Data listing
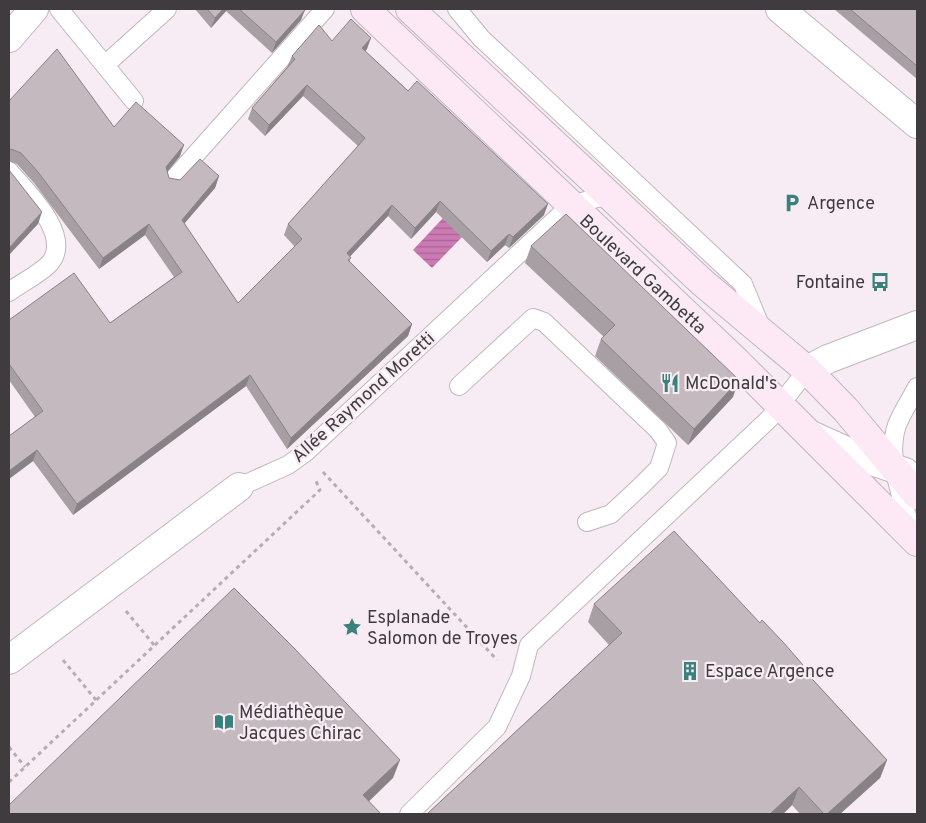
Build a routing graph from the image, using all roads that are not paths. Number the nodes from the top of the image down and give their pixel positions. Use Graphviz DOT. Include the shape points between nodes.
graph roads {
  1 [pos="34,9"];
  2 [pos="59,9"];
  3 [pos="167,9"];
  4 [pos="325,9"];
  5 [pos="365,9"];
  6 [pos="410,9"];
  7 [pos="457,9"];
  8 [pos="780,9"];
  9 [pos="9,38"];
  10 [pos="481,38"];
  11 [pos="459,55"];
  12 [pos="105,65"];
  13 [pos="134,101"];
  14 [pos="917,124"];
  15 [pos="9,171"];
  16 [pos="172,181"];
  17 [pos="608,195"];
  18 [pos="571,205"];
  19 [pos="9,292"];
  20 [pos="917,325"];
  21 [pos="762,331"];
  22 [pos="807,370"];
  23 [pos="459,386"];
  24 [pos="917,387"];
  25 [pos="775,411"];
  26 [pos="811,435"];
  27 [pos="906,472"];
  28 [pos="239,487"];
  29 [pos="917,495"];
  30 [pos="587,522"];
  31 [pos="916,540"];
  32 [pos="9,660"];
  33 [pos="409,814"];
  1 -- 9 [label="street"];
  2 -- 12 [label="lane"];
  3 -- 12 [label="lane"];
  4 -- 16 [label="lane"];
  5 -- 18 [label="main road, Boulevard Gambetta"];
  6 -- 11 [label="main road, Boulevard Gambetta"];
  7 -- 10 [label="lane"];
  8 -- 14 [label="street"];
  10 -- 11 [label="lane"];
  10 -- 21 [label="lane" via="743,284"];
  11 -- 17 [label="main road, Boulevard Gambetta"];
  12 -- 13 [label="lane"];
  15 -- 19 [label="lane" via="50,219 57,246 50,262"];
  17 -- 18 [label="lane, Allée Raymond Moretti"];
  17 -- 21 [label="main road, Boulevard Gambetta" via="703,283"];
  18 -- 25 [label="main road, Boulevard Gambetta"];
  18 -- 28 [label="lane, Allée Raymond Moretti" via="306,452 288,465"];
  20 -- 22 [label="street"];
  21 -- 22 [label="main road, Boulevard Gambetta"];
  22 -- 25 [label="lane"];
  22 -- 27 [label="main road, Boulevard Gambetta"];
  23 -- 30 [label="lane" via="533,318 544,322 658,430 667,443 658,468 611,514"];
  24 -- 27 [label="lane" via="897,426 894,447"];
  25 -- 26 [label="main road, Boulevard Gambetta"];
  25 -- 33 [label="lane" via="529,645 521,676 497,727"];
  26 -- 27 [label="street"];
  26 -- 31 [label="main road, Boulevard Gambetta"];
  27 -- 29 [label="main road, Boulevard Gambetta"];
  27 -- 31 [label="lane"];
  28 -- 32 [label="street, Allée Raymond Moretti"];
}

Task prompt
Only the number is wanted: how many lines in the data include the word "Moretti"?

Output of the exercise
3